** Opening Material provided block **
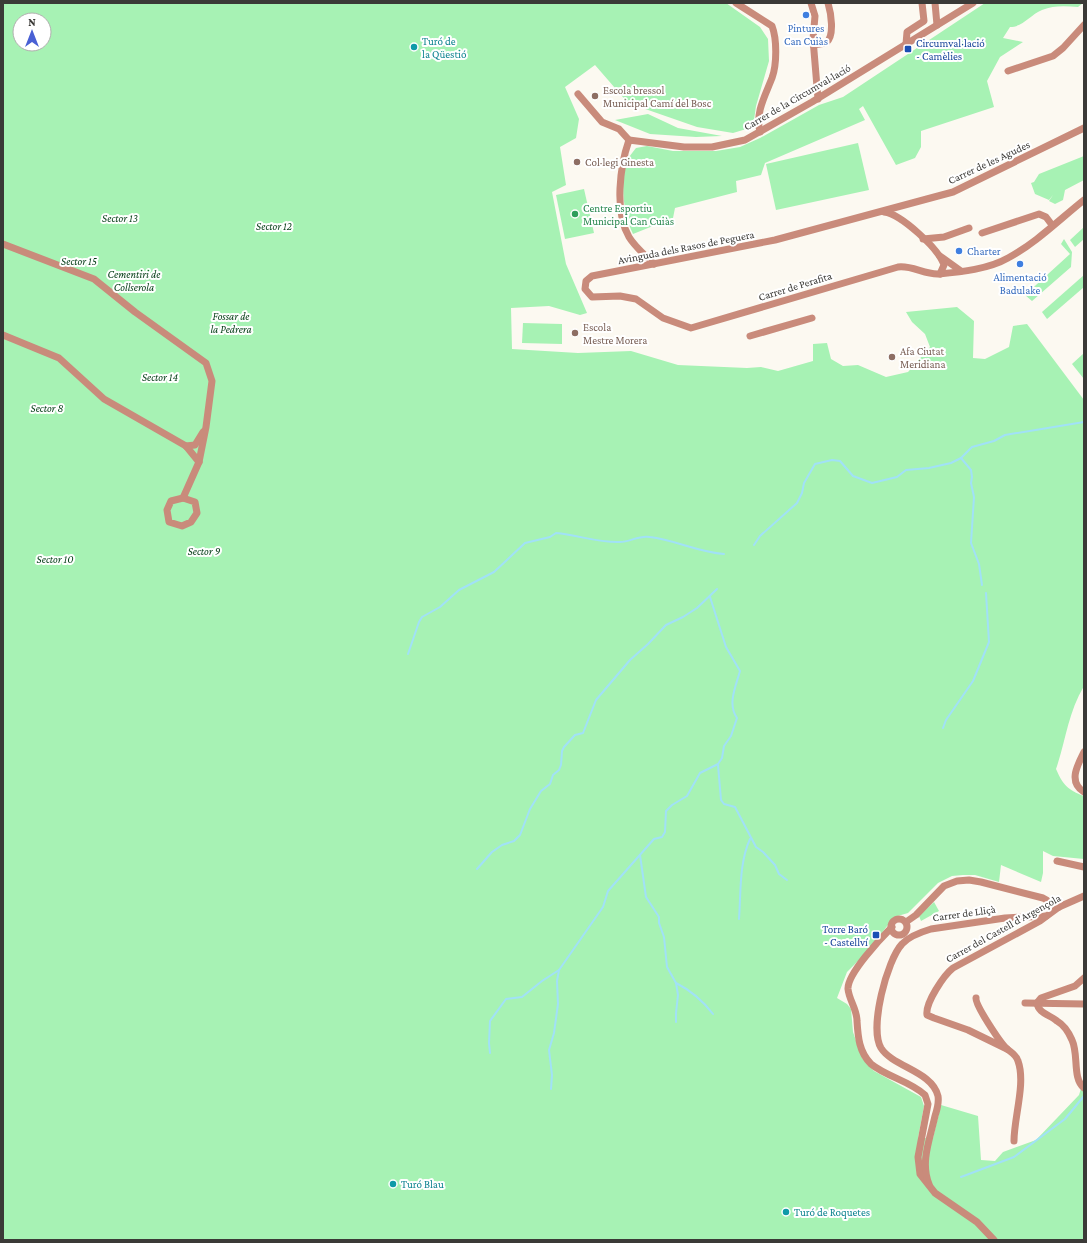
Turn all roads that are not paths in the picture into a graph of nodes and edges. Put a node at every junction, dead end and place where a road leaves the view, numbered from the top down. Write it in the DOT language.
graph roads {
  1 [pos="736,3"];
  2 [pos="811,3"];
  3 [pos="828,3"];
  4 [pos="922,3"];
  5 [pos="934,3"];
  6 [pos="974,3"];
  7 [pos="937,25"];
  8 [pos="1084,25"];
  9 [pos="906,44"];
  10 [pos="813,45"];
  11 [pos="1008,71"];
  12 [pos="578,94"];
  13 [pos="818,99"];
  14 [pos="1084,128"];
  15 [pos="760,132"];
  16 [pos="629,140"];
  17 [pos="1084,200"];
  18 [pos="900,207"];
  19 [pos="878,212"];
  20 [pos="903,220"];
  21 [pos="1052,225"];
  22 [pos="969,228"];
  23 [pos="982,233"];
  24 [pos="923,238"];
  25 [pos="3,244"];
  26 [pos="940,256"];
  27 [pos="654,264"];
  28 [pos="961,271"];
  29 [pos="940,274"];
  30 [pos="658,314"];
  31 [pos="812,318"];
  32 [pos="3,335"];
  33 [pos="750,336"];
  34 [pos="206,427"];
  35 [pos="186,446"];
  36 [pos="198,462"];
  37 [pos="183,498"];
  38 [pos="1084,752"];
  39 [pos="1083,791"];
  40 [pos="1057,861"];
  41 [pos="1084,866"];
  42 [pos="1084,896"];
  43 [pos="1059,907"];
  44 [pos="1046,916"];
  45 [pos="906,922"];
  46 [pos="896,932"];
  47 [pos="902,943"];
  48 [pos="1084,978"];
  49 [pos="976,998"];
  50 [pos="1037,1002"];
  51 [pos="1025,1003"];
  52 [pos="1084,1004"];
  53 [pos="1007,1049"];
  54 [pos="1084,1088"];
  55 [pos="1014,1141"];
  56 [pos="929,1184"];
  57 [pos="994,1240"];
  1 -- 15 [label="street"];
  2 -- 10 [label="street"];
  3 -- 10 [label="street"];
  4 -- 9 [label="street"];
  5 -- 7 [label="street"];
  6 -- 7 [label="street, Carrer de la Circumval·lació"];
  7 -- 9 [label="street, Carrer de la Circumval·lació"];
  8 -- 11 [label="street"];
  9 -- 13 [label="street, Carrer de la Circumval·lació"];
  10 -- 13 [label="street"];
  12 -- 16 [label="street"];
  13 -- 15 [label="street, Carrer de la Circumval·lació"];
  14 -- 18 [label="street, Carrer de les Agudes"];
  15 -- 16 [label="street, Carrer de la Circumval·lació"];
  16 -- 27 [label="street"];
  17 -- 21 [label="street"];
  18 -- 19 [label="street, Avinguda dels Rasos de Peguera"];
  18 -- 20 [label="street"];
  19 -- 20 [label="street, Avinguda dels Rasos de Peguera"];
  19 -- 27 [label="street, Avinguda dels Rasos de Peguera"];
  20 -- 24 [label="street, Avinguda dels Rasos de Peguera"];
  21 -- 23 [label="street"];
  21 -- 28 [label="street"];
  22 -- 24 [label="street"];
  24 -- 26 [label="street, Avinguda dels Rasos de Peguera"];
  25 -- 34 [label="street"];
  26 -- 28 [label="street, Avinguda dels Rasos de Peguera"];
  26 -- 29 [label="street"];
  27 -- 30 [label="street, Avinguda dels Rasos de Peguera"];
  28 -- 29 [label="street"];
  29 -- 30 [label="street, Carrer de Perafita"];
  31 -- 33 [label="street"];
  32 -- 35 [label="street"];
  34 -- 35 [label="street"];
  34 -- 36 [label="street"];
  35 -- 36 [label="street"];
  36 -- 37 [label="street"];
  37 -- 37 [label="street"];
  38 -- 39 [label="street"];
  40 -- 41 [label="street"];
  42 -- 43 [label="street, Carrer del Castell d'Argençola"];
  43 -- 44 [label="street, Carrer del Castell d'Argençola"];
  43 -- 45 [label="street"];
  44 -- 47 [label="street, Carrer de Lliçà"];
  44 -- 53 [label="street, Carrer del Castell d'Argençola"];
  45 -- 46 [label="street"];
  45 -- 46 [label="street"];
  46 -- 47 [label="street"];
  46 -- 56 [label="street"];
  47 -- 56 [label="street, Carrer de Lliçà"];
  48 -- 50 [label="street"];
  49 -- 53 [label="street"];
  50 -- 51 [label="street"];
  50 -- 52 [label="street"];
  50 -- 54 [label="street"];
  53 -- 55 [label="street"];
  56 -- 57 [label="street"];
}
** Closing Material provided block **
** Opening Material provided block **
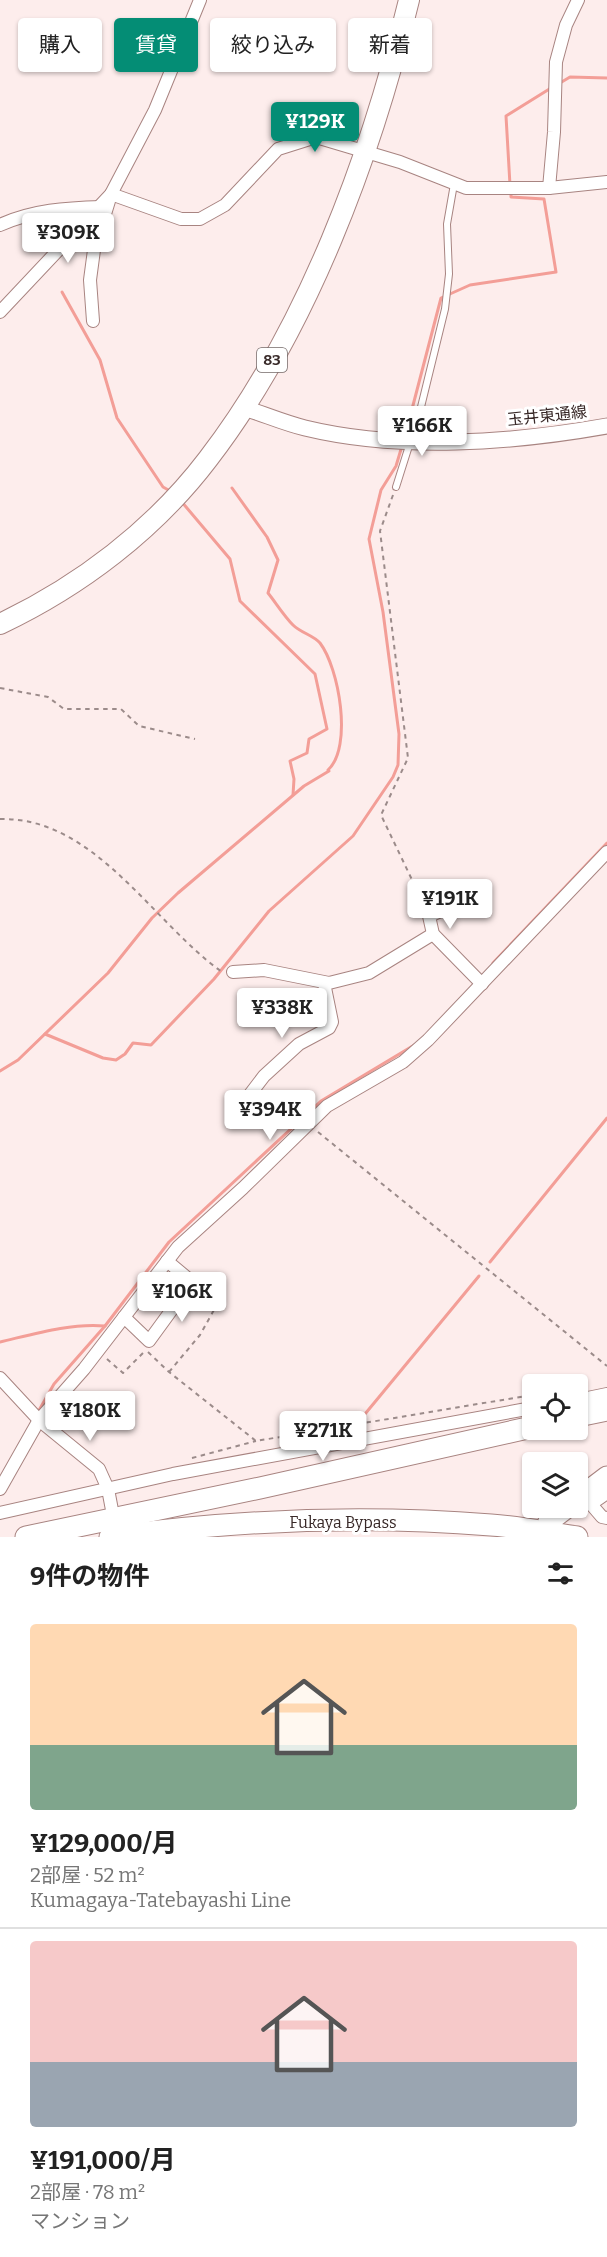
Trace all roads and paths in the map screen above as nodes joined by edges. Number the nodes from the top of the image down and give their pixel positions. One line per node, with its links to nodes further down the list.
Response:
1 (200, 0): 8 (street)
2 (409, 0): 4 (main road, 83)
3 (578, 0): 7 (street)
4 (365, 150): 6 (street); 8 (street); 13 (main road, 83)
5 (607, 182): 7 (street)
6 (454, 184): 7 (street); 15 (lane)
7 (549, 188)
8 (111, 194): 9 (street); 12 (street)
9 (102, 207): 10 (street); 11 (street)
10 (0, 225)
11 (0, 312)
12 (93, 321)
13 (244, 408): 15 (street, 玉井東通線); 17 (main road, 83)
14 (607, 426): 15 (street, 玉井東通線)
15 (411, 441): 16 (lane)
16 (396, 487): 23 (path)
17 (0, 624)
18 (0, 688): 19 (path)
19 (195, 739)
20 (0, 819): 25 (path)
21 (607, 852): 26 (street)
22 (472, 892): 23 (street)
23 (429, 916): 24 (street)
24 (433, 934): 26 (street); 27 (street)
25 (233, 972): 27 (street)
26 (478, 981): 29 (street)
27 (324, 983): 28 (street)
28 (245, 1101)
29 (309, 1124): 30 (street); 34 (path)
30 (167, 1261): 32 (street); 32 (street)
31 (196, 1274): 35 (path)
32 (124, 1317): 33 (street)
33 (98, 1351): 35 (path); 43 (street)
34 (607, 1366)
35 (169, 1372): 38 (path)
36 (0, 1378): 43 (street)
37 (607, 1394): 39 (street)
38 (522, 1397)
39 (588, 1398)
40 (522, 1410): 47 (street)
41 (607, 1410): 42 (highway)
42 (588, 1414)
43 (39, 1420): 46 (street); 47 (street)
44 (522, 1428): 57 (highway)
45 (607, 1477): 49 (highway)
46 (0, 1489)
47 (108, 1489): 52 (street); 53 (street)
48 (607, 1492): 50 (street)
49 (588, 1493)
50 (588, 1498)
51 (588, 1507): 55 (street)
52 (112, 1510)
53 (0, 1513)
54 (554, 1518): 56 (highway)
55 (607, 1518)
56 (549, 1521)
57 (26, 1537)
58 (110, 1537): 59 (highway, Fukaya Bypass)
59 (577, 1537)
** Closing Material provided block **
** Opening Material provided block **
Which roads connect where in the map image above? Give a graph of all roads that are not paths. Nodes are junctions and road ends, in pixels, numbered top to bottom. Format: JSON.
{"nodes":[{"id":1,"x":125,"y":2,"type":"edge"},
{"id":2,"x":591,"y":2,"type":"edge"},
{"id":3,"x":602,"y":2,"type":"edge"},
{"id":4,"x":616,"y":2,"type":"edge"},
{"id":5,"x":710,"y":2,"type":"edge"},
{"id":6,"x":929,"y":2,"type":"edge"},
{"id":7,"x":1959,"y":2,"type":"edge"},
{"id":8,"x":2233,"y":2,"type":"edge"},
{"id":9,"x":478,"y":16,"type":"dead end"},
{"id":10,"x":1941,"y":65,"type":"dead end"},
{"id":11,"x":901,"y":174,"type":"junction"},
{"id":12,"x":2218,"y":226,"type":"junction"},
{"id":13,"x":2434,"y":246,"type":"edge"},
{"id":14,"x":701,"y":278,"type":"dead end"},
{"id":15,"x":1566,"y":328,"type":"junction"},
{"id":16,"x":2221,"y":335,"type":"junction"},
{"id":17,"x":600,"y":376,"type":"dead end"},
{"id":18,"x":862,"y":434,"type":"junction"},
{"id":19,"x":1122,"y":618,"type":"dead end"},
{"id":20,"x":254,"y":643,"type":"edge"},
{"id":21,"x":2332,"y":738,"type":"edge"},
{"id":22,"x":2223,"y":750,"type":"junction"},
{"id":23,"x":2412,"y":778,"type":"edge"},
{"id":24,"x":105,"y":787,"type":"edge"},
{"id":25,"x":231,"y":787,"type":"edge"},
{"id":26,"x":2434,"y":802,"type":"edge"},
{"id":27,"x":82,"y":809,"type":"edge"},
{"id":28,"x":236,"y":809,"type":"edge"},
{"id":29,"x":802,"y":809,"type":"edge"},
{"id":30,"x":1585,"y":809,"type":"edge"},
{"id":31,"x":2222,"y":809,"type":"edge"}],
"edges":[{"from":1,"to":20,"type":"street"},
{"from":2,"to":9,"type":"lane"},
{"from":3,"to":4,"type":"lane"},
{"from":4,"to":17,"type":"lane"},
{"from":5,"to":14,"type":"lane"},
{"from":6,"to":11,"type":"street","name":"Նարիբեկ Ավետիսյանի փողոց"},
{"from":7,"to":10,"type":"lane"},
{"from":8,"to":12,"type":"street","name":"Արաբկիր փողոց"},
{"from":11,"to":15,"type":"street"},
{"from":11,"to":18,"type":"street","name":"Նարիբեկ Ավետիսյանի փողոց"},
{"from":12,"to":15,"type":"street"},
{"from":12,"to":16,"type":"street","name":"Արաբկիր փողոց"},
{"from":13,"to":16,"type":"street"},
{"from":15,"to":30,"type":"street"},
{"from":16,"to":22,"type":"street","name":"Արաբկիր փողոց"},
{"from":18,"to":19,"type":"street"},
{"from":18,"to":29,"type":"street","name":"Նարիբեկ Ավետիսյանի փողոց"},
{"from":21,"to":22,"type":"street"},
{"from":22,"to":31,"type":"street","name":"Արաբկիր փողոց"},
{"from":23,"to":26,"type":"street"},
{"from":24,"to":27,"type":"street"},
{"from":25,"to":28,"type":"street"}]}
** Closing Material provided block **
Work out how many lines of the data hold the string "image". Reply with that number alone.

▸ **Solution**
2